:: Provided data
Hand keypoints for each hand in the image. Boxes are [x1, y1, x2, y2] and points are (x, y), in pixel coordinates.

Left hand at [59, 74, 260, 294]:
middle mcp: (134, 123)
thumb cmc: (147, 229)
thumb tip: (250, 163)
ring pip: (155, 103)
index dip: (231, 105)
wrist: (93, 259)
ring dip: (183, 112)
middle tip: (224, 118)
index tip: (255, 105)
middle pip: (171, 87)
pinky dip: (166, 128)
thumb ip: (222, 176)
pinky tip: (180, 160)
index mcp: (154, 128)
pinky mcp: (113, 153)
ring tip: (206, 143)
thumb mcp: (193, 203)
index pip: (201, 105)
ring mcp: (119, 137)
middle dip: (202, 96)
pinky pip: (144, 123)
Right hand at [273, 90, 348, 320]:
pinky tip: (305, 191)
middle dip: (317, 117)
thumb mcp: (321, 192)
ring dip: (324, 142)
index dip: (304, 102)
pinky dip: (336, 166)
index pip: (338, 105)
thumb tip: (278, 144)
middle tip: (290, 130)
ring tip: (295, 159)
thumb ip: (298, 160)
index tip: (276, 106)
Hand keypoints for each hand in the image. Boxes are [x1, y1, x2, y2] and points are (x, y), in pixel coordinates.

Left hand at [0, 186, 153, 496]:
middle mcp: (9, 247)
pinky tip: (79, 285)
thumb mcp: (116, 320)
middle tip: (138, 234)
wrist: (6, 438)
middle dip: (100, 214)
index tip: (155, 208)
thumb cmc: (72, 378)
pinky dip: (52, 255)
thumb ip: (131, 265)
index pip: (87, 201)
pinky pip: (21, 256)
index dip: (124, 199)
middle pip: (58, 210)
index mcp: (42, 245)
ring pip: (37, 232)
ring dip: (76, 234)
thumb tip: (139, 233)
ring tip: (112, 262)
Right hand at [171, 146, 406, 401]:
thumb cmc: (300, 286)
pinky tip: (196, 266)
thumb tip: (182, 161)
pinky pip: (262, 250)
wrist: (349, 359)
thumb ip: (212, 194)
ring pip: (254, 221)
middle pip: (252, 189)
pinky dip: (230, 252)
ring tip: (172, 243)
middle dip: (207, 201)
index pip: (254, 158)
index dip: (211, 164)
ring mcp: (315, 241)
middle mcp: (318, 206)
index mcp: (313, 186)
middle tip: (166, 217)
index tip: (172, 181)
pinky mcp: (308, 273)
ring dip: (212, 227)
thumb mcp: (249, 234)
::::
Exercise directions - Where a line in the entries holds "hand", copy that line.

Solution to this exercise -
Hand keypoints for each hand in the image. Boxes are [x1, y1, x2, y2] and points are (x, y), in pixel coordinates.
Left hand at [59, 74, 260, 294]:
Right hand at [273, 90, 348, 320]:
Hand keypoints for each hand in the image. Boxes are [x1, y1, x2, y2] and points are (x, y), in pixel coordinates.
Left hand at [0, 186, 153, 496]:
Right hand at [171, 146, 406, 401]:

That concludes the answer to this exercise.